→ **Problem details**
Please retype only the lines below that run from the one containing "pinky tip: (402, 380)" through the last line, both included, without altering a word.

- Opening Delimiter -

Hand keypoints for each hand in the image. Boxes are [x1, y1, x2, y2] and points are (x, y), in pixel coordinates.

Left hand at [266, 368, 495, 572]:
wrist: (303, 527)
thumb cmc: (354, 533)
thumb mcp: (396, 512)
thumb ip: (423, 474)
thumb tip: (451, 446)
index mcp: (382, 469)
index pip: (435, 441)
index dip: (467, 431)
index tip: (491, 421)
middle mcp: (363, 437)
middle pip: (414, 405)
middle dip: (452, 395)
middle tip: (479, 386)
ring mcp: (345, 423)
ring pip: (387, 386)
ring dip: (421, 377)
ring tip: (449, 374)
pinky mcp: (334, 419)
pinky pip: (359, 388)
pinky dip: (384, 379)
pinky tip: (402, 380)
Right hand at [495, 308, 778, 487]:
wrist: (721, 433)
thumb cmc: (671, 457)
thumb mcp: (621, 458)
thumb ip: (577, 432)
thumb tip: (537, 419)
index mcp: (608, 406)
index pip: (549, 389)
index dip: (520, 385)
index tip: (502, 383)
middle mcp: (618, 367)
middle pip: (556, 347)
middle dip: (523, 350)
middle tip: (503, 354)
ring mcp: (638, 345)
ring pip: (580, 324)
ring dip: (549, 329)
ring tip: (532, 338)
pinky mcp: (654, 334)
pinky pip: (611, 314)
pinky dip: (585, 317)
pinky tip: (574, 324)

- Closing Delimiter -

→ **Output for this task**
pinky tip: (402, 380)
Right hand at [495, 308, 778, 487]:
wrist: (721, 433)
thumb cmc: (671, 457)
thumb mcp: (621, 458)
thumb ip: (577, 432)
thumb tip: (537, 419)
index mcp: (608, 406)
index pip: (549, 389)
index dip: (520, 385)
index tip: (502, 383)
middle mcp: (618, 367)
middle pip: (556, 347)
middle dip: (523, 350)
middle tip: (503, 354)
ring mcp: (638, 345)
ring pip: (580, 324)
ring dip: (549, 329)
ring tip: (532, 338)
pinky mcp: (654, 334)
pinky pip: (611, 314)
pinky dip: (585, 317)
pinky tip: (574, 324)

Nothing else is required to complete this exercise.